On Fri, Sep 11, 2009 at 15:15, Jeremias Maerki<[email protected]>  wrote:
I tried to scale down the environment in which to reproduce the problem.
I'm now running a bare Karaf (SVN Trunk, default settings) with just SCR
added and a simple bundle publishing a "Greeter" service with an SCR component
factory.

In about 50% of the cases I can force the "cannot be started, since it
is either starting or stopping" error by recompiling SCR Trunk and
copying the JAR into the Karaf deploy directory. 50%. That means it
smells like a multi-threading problem.
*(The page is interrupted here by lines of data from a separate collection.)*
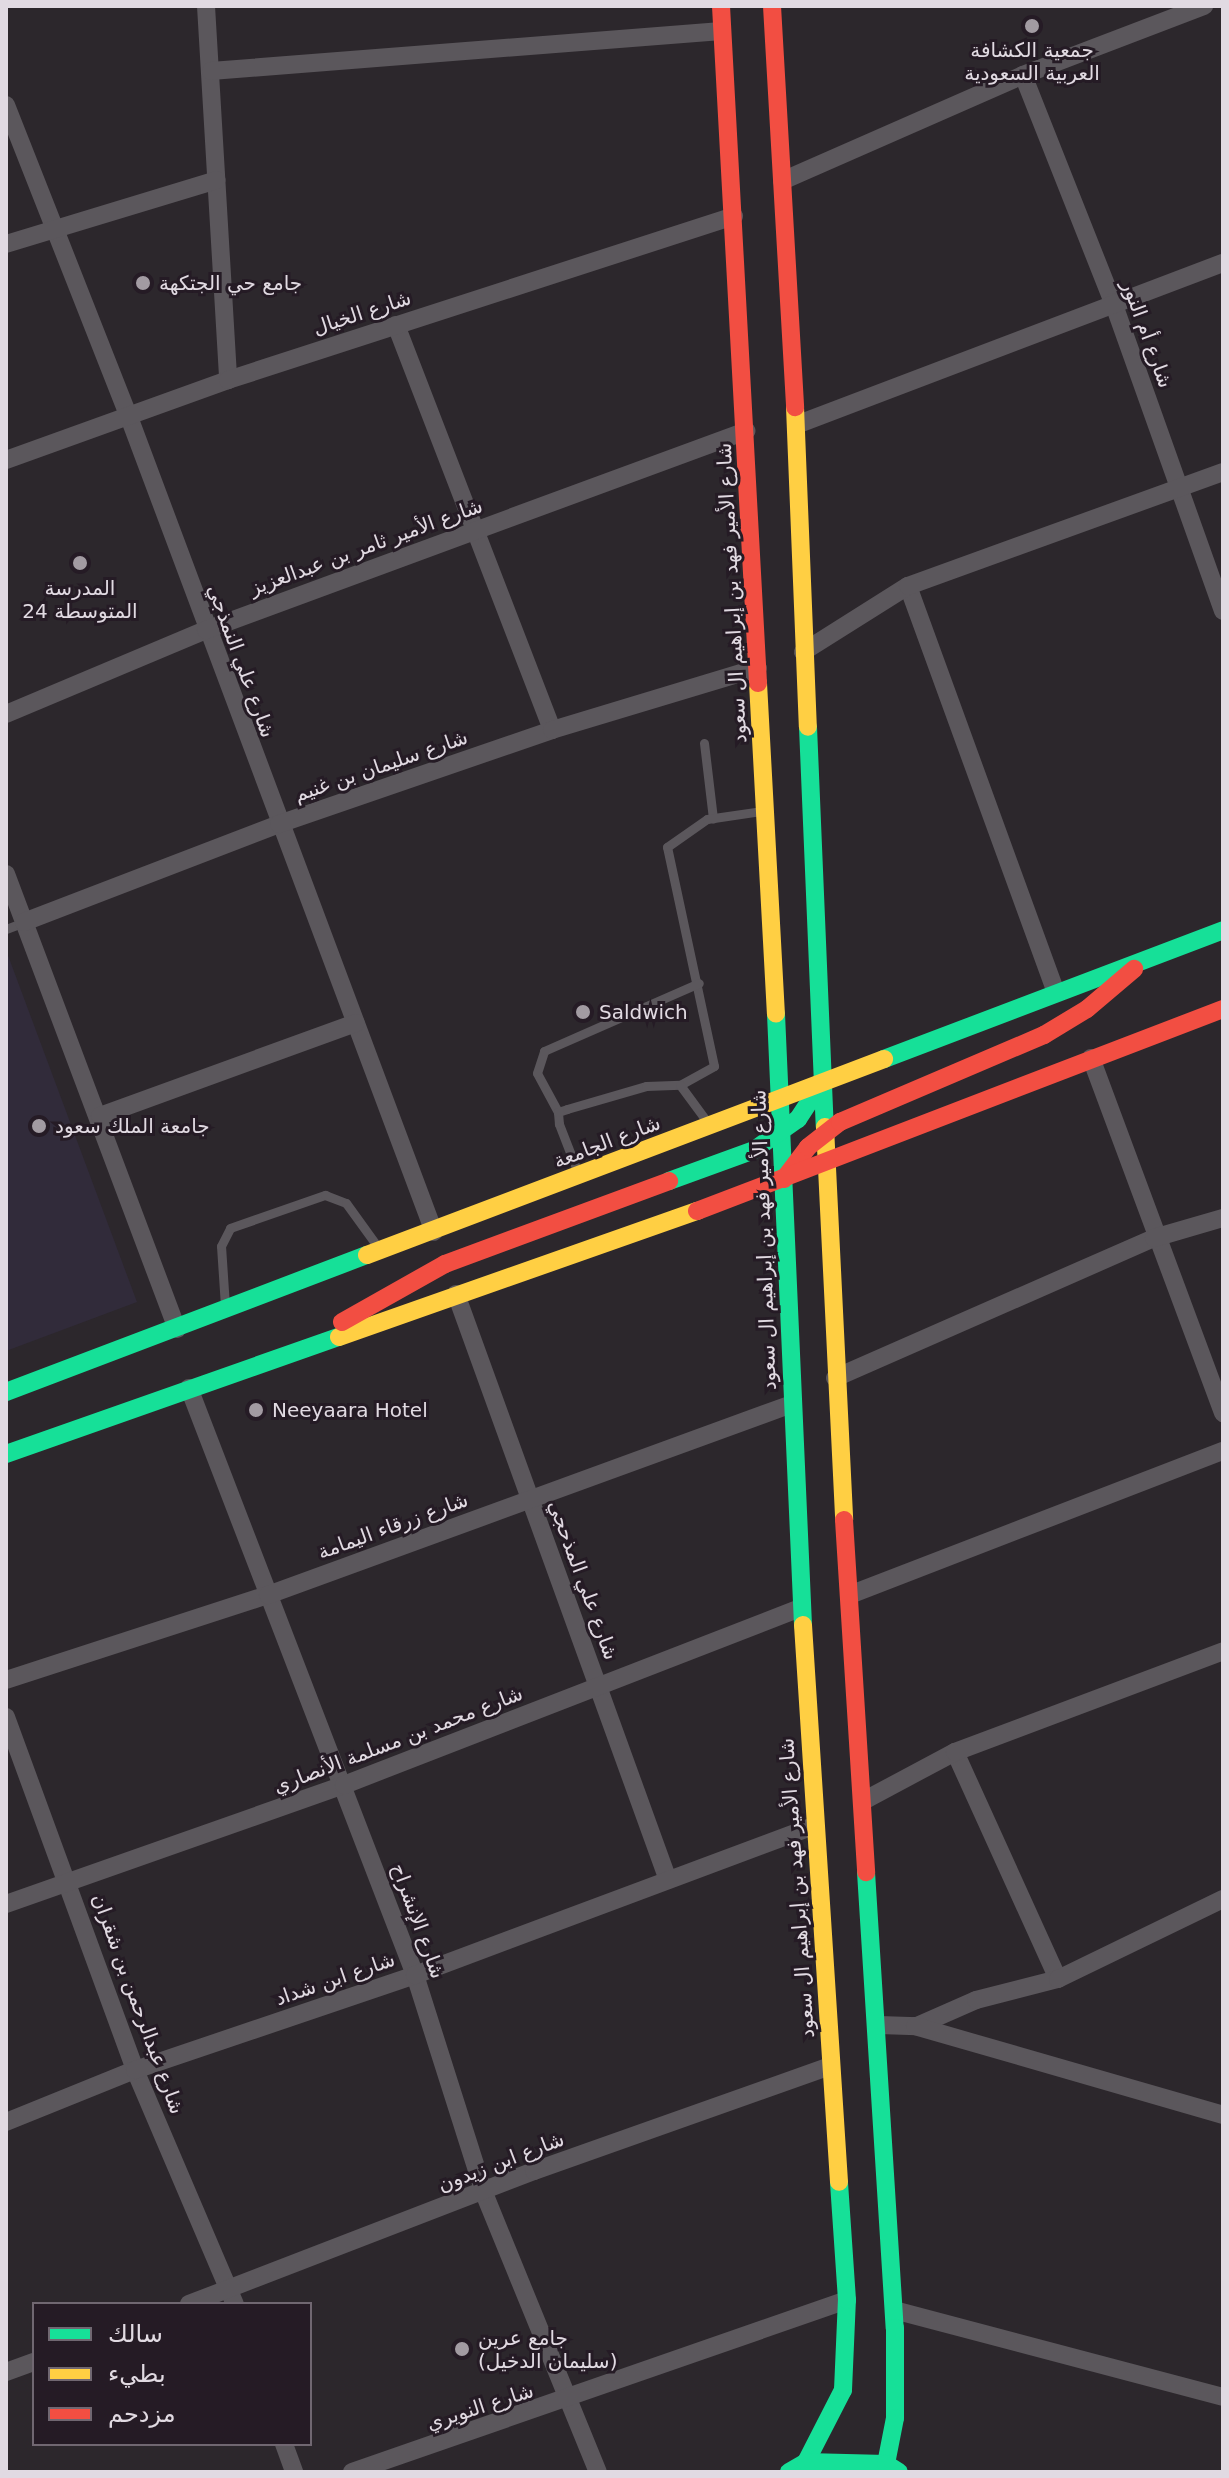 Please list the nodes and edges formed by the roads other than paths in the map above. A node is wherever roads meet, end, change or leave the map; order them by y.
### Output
1 (206, 6) edge
2 (721, 6) edge
3 (772, 6) edge
4 (1204, 6) edge
5 (721, 31) junction
6 (211, 71) junction
7 (1023, 75) junction
8 (6, 105) edge
9 (217, 180) junction
10 (782, 181) junction
11 (734, 216) junction
12 (56, 226) junction
13 (6, 244) edge
14 (1223, 263) edge
15 (1113, 302) junction
16 (396, 325) junction
17 (228, 380) junction
18 (129, 417) junction
19 (796, 425) junction
20 (746, 431) junction
21 (6, 460) edge
22 (1223, 472) edge
23 (1178, 488) junction
24 (473, 530) junction
25 (908, 586) junction
26 (1223, 611) edge
27 (206, 630) junction
28 (803, 652) junction
29 (758, 668) junction
30 (6, 714) edge
31 (552, 730) junction
32 (704, 743) dead end
33 (765, 811) junction
34 (713, 818) junction
35 (279, 824) junction
36 (6, 874) edge
37 (24, 922) junction
38 (6, 929) edge
39 (1223, 930) edge
40 (1143, 959) junction
41 (699, 983) junction
42 (1056, 992) junction
43 (1223, 1009) edge
44 (356, 1023) junction
45 (1091, 1058) junction
46 (821, 1084) junction
47 (680, 1085) junction
48 (781, 1099) junction
49 (558, 1112) junction
50 (100, 1116) junction
51 (710, 1125) junction
52 (783, 1133) junction
53 (824, 1133) junction
54 (825, 1166) junction
55 (579, 1177) junction
56 (784, 1179) junction
57 (1223, 1218) edge
58 (434, 1232) junction
59 (1154, 1238) junction
60 (382, 1252) junction
61 (456, 1294) junction
62 (225, 1311) junction
63 (177, 1329) junction
64 (313, 1345) junction
65 (835, 1378) junction
66 (189, 1388) junction
67 (6, 1392) edge
68 (792, 1404) junction
69 (1223, 1413) edge
70 (1223, 1451) edge
71 (6, 1454) edge
72 (530, 1499) junction
73 (852, 1594) junction
74 (268, 1595) junction
75 (802, 1607) junction
76 (1223, 1651) edge
77 (6, 1680) edge
78 (598, 1687) junction
79 (6, 1717) edge
80 (955, 1752) junction
81 (344, 1785) junction
82 (865, 1800) junction
83 (814, 1826) junction
84 (69, 1880) junction
85 (668, 1880) junction
86 (1223, 1899) edge
87 (6, 1904) edge
88 (415, 1975) junction
89 (1058, 1979) junction
90 (879, 2025) junction
91 (915, 2026) junction
92 (831, 2066) junction
93 (135, 2070) junction
94 (1223, 2115) edge
95 (6, 2122) edge
96 (484, 2193) junction
97 (232, 2296) edge
98 (847, 2300) junction
99 (200, 2302) edge
100 (894, 2310) junction
101 (32, 2363) edge
102 (6, 2372) edge
103 (1223, 2397) edge
104 (566, 2401) junction
105 (285, 2446) edge
106 (806, 2462) junction
107 (893, 2468) edge
108 (294, 2472) edge
109 (352, 2472) edge
110 (598, 2472) edge
111 (789, 2472) edge

1 - 6 street
2 - 5 main road, شارع الأمير فهد بن إبراهيم ال سعود
3 - 10 main road
4 - 7 street
5 - 6 street
5 - 11 main road, شارع الأمير فهد بن إبراهيم ال سعود
6 - 9 street
7 - 10 street
7 - 15 street, شارع أم النور
8 - 12 street, شارع علي النمذجي
9 - 12 street
9 - 17 street
10 - 19 main road
11 - 16 street, شارع الخيال
11 - 20 main road, شارع الأمير فهد بن إبراهيم ال سعود
12 - 13 street
12 - 18 street, شارع علي النمذجي
14 - 15 street
15 - 19 street
15 - 23 street, شارع أم النور
16 - 17 street, شارع الخيال
16 - 24 street
17 - 18 street, شارع الخيال
18 - 21 street, شارع الخيال
18 - 27 street, شارع علي النمذجي
19 - 28 main road
20 - 24 street, شارع الأمير ثامر بن عبدالعزيز
20 - 29 main road, شارع الأمير فهد بن إبراهيم ال سعود
22 - 23 street
23 - 25 street
23 - 26 street, شارع أم النور
24 - 27 street, شارع الأمير ثامر بن عبدالعزيز
24 - 31 street
25 - 28 street
25 - 42 street
27 - 30 street, شارع الأمير ثامر بن عبدالعزيز
27 - 35 street, شارع علي النمذجي
28 - 46 main road
29 - 31 street, شارع سليمان بن غنيم
29 - 33 main road, شارع الأمير فهد بن إبراهيم ال سعود
31 - 35 street, شارع سليمان بن غنيم
32 - 34 lane
33 - 34 lane
33 - 48 main road, شارع الأمير فهد بن إبراهيم ال سعود
34 - 41 lane
35 - 37 street, شارع سليمان بن غنيم
35 - 44 street, شارع علي النمذجي
36 - 37 street
37 - 38 lane
37 - 50 street
39 - 40 main road, شارع الجامعة
40 - 42 main road, شارع الجامعة
40 - 53 main road
41 - 47 lane
41 - 49 lane
42 - 46 main road, شارع الجامعة
43 - 45 main road
44 - 50 street
44 - 58 street, شارع علي النمذجي
45 - 54 main road
45 - 59 street
46 - 48 main road, شارع الجامعة
46 - 52 main road
46 - 53 main road
47 - 49 lane
47 - 51 lane
48 - 51 main road, شارع الجامعة
48 - 52 main road, شارع الأمير فهد بن إبراهيم ال سعود
49 - 55 lane
50 - 63 street
51 - 55 main road, شارع الجامعة
52 - 56 main road, شارع الأمير فهد بن إبراهيم ال سعود
52 - 64 main road
53 - 54 main road
53 - 56 main road
54 - 56 main road
54 - 65 main road
55 - 58 main road, شارع الجامعة
56 - 61 main road
56 - 68 main road, شارع الأمير فهد بن إبراهيم ال سعود
57 - 59 street
58 - 60 main road, شارع الجامعة
59 - 65 street
59 - 69 street
60 - 62 main road, شارع الجامعة
60 - 62 lane
61 - 64 main road
61 - 72 street, شارع علي المذحجي
62 - 63 main road, شارع الجامعة
63 - 67 main road, شارع الجامعة
64 - 66 main road
65 - 73 main road
66 - 71 main road
66 - 74 street, شارع الإنشراح
68 - 72 street, شارع زرقاء اليمامة
68 - 75 main road, شارع الأمير فهد بن إبراهيم ال سعود
70 - 73 street
72 - 74 street, شارع زرقاء اليمامة
72 - 78 street, شارع علي المذحجي
73 - 82 main road
74 - 77 street, شارع زرقاء اليمامة
74 - 81 street, شارع الإنشراح
75 - 78 street, شارع محمد بن مسلمة الأنصاري
75 - 83 main road, شارع الأمير فهد بن إبراهيم ال سعود
76 - 80 street
78 - 81 street, شارع محمد بن مسلمة الأنصاري
78 - 85 street, شارع علي المذحجي
79 - 84 street, شارع عبدالرحمن بن شقران
80 - 82 street
80 - 89 street
81 - 84 street, شارع محمد بن مسلمة الأنصاري
81 - 88 street, شارع الإنشراح
82 - 90 main road
83 - 85 street, شارع ابن شداد
83 - 92 main road, شارع الأمير فهد بن إبراهيم ال سعود
84 - 87 street, شارع محمد بن مسلمة الأنصاري
84 - 93 street, شارع عبدالرحمن بن شقران
85 - 88 street, شارع ابن شداد
86 - 89 street
88 - 93 street, شارع ابن شداد
88 - 96 street, شارع الإنشراح
89 - 91 street
90 - 91 street
90 - 100 main road
91 - 94 street
92 - 96 street, شارع ابن زيدون
92 - 98 main road, شارع الأمير فهد بن إبراهيم ال سعود
93 - 95 street, شارع ابن شداد
93 - 97 street, شارع عبدالرحمن بن شقران
96 - 97 street, شارع ابن زيدون
96 - 104 street, شارع الإنشراح
97 - 99 street, شارع ابن زيدون
98 - 104 street, شارع النويري
98 - 106 main road, شارع الأمير فهد بن إبراهيم ال سعود
100 - 103 street
100 - 107 main road
101 - 102 street
104 - 109 street, شارع النويري
104 - 110 street, شارع الإنشراح
105 - 108 street
106 - 107 main road
106 - 111 main road, شارع الأمير فهد بن إبراهيم ال سعود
BTW, the error gets repeated
indefinitely in this case. Karaf cannot be shutdown gracefully anymore. I
ran JConsole and found this when the error occurs:

Name: FelixPackageAdmin
State: BLOCKED on org.apache.felix.scr.impl.manager.componentfactoryi...@c41424 
owned by: SCR Component Actor
Total blocked: 9  Total waited: 4

Stack trace:
org.apache.felix.scr.impl.manager.AbstractComponentManager.disposeInternal(AbstractComponentManager.java:646)
org.apache.felix.scr.impl.manager.AbstractComponentManager.dispose(AbstractComponentManager.java:548)
org.apache.felix.scr.impl.manager.ComponentFactoryImpl.disposeComponents(ComponentFactoryImpl.java:346)
org.apache.felix.scr.impl.BundleComponentActivator.dispose(BundleComponentActivator.java:315)
org.apache.felix.scr.impl.Activator.disposeComponents(Activator.java:285)
org.apache.felix.scr.impl.Activator.bundleChanged(Activator.java:198)
org.apache.felix.framework.util.EventDispatcher.invokeBundleListenerCallback(EventDispatcher.java:800)
org.apache.felix.framework.util.EventDispatcher.fireEventImmediately(EventDispatcher.java:728)
org.apache.felix.framework.util.EventDispatcher.fireBundleEvent(EventDispatcher.java:610)
org.apache.felix.framework.Felix.fireBundleEvent(Felix.java:3592)
org.apache.felix.framework.Felix.stopBundle(Felix.java:2063)
org.apache.felix.framework.Felix$RefreshHelper.stop(Felix.java:4271)
org.apache.felix.framework.Felix.refreshPackages(Felix.java:3410)
org.apache.felix.framework.PackageAdminImpl.run(PackageAdminImpl.java:329)
java.lang.Thread.run(Thread.java:619)

and...

Name: SCR Component Actor
State: WAITING on [Ljava.lang.Object;@19de9c9
Total blocked: 2  Total waited: 2

Stack trace:
java.lang.Object.wait(Native Method)
java.lang.Object.wait(Object.java:485)
org.apache.felix.framework.Felix.acquireGlobalLock(Felix.java:4573)
org.apache.felix.framework.Felix.access$400(Felix.java:40)
org.apache.felix.framework.Felix$FelixResolver.resolveDynamicImport(Felix.java:3912)
org.apache.felix.framework.ModuleImpl.searchDynamicImports(ModuleImpl.java:1367)
org.apache.felix.framework.ModuleImpl.findClassOrResourceByDelegation(ModuleImpl.java:677)
org.apache.felix.framework.ModuleImpl.access$100(ModuleImpl.java:60)
org.apache.felix.framework.ModuleImpl$ModuleClassLoader.loadClass(ModuleImpl.java:1629)
java.lang.ClassLoader.loadClass(ClassLoader.java:252)
java.lang.ClassLoader.loadClassInternal(ClassLoader.java:320)
   - locked org.apache.felix.framework.moduleimpl$moduleclassloa...@2098ff
org.apache.felix.scr.impl.BundleComponentActivator.log(BundleComponentActivator.java:548)
org.apache.felix.scr.impl.manager.AbstractComponentManager.log(AbstractComponentManager.java:787)
org.apache.felix.scr.impl.manager.AbstractComponentManager$Enabled.activateInternal(AbstractComponentManager.java:230)
org.apache.felix.scr.impl.manager.AbstractComponentManager.activateInternal(AbstractComponentManager.java:636)
   - locked org.apache.felix.scr.impl.manager.componentfactoryi...@c41424
org.apache.felix.scr.impl.manager.AbstractComponentManager$1.doRun(AbstractComponentManager.java:501)
org.apache.felix.scr.impl.ComponentActivatorTask.run(ComponentActivatorTask.java:68)
org.apache.felix.scr.impl.ComponentActorThread.run(ComponentActorThread.java:97)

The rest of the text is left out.